- Material for this exercise
Start of Block
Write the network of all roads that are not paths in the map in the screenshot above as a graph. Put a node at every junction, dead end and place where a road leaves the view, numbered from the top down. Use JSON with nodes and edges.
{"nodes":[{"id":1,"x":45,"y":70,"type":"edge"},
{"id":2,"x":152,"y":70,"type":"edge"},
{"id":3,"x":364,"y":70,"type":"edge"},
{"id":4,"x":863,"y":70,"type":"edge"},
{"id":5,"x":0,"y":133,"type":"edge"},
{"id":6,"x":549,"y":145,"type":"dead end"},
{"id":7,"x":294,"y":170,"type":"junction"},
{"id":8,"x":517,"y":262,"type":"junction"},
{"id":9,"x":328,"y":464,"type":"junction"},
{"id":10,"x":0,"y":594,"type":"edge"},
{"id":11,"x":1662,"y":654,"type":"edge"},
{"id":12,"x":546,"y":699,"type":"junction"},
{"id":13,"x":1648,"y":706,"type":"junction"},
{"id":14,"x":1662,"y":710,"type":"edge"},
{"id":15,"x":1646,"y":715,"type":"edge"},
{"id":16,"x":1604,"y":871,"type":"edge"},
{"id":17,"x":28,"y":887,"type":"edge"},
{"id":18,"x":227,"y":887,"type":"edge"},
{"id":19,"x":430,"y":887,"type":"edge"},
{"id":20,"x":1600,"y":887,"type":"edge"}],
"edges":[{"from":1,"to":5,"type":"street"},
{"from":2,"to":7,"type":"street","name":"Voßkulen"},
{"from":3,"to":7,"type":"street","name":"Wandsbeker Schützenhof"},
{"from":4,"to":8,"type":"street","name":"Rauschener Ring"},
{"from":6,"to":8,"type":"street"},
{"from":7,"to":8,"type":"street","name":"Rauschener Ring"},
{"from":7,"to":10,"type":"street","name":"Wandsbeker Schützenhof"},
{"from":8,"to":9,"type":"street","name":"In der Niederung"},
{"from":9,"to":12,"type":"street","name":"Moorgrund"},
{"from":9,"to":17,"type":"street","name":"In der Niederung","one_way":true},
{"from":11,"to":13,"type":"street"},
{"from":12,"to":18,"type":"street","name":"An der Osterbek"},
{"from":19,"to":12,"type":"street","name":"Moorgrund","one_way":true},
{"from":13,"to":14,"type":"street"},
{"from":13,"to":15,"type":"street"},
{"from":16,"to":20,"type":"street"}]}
End of Block
Start of Block
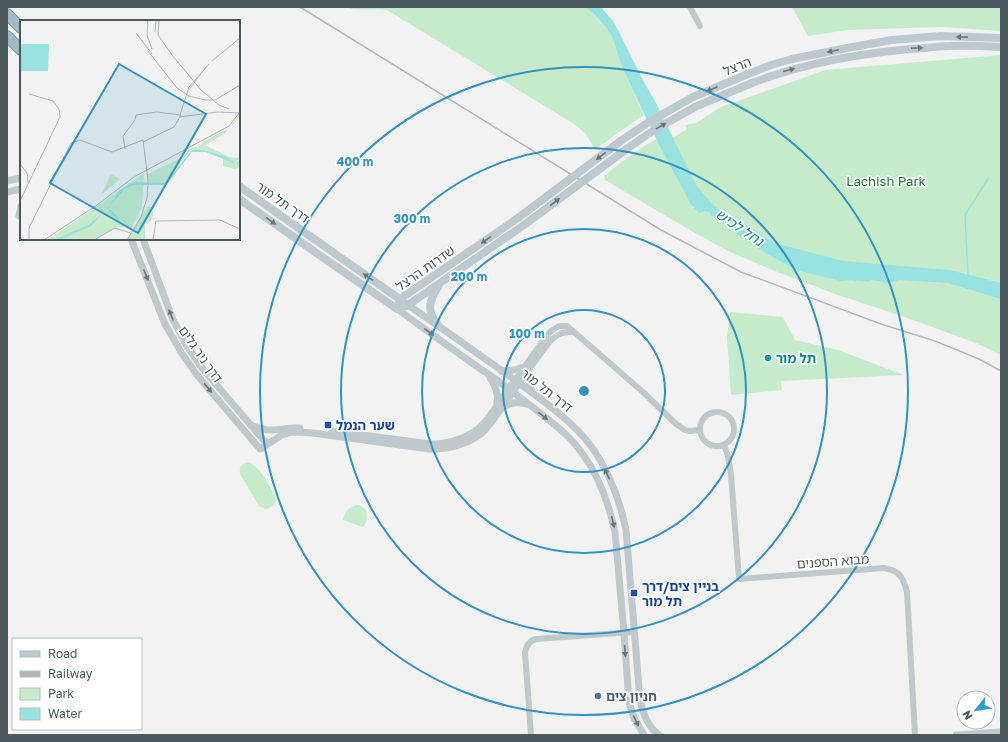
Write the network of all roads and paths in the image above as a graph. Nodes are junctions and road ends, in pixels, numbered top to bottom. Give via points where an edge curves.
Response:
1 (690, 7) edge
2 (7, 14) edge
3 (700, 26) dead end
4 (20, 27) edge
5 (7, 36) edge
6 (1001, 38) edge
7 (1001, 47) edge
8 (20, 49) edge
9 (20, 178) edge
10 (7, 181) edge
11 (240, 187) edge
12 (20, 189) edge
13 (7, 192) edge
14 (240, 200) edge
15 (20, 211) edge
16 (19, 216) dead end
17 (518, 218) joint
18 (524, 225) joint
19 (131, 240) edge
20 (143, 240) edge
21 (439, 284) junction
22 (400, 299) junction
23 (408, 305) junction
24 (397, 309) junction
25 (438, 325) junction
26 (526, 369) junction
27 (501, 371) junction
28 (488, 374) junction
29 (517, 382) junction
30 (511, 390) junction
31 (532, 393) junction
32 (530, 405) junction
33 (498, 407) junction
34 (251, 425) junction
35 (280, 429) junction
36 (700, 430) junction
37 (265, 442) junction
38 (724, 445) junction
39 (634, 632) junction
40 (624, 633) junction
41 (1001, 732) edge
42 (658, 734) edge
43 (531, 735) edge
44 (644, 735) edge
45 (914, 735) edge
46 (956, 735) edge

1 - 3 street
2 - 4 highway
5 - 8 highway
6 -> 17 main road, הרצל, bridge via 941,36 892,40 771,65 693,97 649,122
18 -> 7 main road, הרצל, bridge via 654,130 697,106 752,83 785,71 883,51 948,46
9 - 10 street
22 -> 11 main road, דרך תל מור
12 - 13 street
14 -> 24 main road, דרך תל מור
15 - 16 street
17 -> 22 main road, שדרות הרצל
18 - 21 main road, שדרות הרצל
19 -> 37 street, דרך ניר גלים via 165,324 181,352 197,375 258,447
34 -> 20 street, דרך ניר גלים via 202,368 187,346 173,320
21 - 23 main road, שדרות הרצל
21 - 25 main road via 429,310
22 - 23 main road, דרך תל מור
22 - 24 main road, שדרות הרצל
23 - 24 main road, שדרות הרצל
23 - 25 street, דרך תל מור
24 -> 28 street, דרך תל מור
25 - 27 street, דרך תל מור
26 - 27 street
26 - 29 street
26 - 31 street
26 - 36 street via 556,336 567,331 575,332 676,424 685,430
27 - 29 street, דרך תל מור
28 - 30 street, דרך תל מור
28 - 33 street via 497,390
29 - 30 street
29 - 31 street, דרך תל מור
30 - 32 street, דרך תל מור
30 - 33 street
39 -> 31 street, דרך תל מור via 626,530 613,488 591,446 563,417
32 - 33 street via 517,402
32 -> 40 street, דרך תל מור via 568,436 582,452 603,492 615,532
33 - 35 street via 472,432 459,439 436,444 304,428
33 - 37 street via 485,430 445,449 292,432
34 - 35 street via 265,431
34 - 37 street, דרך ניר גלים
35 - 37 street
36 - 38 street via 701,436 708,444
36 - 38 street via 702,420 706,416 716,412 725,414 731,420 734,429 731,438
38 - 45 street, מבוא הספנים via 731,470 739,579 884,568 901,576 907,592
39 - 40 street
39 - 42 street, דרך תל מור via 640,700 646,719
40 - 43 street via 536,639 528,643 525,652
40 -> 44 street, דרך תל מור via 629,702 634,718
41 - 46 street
End of Block
In the material above, tally the lines that include the word "bridge" and give only that figure.

2